The Last 5 years

Created by Jessica 14 years ago
I don't know enough about Daddy's childhood to start a chapter about the "younger years" so I hope friends and family can add to that, but I wanted to talk about the last 5 years because, for me, those have been the most memorable. Sure, I have some amazing memories of my father and me and my sisters growing up, but looking back, these were some incredible times. Many people will see his separation from Mommy as his downfall, but I see it in terms of that old saying "when one door closes another one opens." There were many ups and downs, but when that door closed, a relationship I never thought I could have with my dad blossomed. Where so many people thought of Daddy as a loner or even unsociable, I'd like to think that he was the complete opposite when it came to me, my sisters, and our kids. He spent so many afternoons here at my house, holidays (especially Thanksgiving, Easter and Memorial Day) with my friends and inlaws, Mondays in the pool with his grandkids, days at the beach, the park and the zoo.
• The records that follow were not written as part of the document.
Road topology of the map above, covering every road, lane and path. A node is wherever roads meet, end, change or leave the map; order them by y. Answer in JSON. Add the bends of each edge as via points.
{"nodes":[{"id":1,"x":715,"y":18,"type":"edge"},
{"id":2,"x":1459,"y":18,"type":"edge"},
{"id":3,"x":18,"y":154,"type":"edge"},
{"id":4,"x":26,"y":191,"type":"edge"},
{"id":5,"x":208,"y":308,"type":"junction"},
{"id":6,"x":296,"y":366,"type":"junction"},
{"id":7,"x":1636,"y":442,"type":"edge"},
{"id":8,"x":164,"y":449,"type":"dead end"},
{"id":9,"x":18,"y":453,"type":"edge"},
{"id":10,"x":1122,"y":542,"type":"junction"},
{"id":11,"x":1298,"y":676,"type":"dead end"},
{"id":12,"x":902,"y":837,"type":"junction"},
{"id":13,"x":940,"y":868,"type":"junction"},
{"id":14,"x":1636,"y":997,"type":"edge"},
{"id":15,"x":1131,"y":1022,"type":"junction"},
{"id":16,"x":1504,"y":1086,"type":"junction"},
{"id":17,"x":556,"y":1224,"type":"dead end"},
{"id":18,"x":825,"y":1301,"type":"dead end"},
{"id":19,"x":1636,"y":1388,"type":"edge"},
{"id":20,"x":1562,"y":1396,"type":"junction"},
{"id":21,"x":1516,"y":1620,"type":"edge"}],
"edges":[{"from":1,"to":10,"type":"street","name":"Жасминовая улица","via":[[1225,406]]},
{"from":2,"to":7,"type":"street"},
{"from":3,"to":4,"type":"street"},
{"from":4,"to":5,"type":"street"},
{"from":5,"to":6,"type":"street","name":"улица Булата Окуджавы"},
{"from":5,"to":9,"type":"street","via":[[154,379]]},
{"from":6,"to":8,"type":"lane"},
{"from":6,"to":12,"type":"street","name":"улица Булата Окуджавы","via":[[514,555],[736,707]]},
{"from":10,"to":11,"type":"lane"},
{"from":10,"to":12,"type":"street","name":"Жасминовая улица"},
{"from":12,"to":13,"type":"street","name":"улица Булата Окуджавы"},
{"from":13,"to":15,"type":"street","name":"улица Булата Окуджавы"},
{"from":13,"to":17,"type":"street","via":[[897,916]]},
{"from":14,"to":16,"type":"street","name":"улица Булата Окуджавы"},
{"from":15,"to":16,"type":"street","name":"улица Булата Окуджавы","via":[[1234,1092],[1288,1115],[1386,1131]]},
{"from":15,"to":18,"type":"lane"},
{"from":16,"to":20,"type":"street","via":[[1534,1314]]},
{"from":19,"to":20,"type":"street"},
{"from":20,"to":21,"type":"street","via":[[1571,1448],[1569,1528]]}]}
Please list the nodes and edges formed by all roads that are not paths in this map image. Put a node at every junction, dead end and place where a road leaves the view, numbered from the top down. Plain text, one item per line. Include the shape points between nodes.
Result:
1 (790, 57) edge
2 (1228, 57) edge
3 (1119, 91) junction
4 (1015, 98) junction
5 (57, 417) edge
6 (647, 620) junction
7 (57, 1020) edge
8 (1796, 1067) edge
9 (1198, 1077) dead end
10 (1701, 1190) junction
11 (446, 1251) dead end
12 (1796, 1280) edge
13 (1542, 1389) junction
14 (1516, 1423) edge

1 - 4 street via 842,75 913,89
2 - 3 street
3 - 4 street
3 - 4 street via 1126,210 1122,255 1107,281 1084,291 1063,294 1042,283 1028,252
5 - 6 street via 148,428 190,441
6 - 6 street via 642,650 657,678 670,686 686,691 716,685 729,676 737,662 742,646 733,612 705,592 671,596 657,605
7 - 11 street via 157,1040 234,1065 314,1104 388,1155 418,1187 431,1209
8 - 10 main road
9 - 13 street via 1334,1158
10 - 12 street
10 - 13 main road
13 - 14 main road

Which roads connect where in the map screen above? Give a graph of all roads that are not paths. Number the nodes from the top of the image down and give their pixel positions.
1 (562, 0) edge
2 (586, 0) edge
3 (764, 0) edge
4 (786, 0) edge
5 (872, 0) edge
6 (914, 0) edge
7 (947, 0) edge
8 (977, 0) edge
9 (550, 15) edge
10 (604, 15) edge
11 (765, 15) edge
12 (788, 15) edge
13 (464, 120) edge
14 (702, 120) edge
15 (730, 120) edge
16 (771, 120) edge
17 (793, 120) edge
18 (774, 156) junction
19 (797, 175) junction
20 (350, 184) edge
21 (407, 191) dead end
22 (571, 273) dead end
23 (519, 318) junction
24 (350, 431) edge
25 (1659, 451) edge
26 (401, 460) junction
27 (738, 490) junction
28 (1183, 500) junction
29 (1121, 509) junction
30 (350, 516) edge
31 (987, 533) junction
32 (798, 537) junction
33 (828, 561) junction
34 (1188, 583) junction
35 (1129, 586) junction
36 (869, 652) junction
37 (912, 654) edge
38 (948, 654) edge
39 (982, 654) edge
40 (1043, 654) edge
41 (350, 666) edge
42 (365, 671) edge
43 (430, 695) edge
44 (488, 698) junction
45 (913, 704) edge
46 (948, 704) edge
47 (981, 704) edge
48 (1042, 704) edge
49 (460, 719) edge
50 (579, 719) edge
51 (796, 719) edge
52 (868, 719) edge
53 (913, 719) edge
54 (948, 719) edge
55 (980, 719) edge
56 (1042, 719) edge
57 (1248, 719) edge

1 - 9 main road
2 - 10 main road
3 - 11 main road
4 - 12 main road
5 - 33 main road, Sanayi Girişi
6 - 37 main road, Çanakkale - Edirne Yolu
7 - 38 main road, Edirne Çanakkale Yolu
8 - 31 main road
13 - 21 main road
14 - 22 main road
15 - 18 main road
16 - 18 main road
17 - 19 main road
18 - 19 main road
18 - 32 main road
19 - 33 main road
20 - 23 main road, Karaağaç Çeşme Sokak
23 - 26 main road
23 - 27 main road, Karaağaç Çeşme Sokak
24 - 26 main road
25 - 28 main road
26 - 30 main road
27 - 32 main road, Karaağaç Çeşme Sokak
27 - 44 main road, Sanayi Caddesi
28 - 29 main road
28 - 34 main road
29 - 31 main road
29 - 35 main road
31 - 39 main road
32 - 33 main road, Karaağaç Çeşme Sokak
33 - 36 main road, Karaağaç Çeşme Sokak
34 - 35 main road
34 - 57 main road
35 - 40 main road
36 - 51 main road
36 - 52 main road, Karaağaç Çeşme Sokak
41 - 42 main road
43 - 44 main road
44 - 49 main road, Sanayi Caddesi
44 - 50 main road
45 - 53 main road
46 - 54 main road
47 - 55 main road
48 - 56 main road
I cherish every one of those days and am so thankful for the memories we made together. See, in the last 5 years, he was not just my Daddy, but my friend. We would have long chats about anything and everything under the sun, especially what television shows we watched. He had a lot to say and where sometimes I may have rolled my eyes watching the clock go with the phone to my ear, I loved those conversations! I would give anything for one more! He absolutely adored his grandkids, even little Leah who he only got to meet a few times. Nicholas was his world...his little buddy. Julia and him were mischevious together. And during my pregnancy to Leah, he was so involved...so excited about her arrival. He was even there the day I went into labor...I will never forget that day. So when I think about moving on, and accepting that he is gone, it breaks my heart. A big HUGE part of me is missing and I don't know how to go on without it. I feel his presence around me and I hope he can give me the strength to go on and live a long happy life, its what he would have wanted. The only thing that puts me at peace is knowing he walks beside me in everything I do now.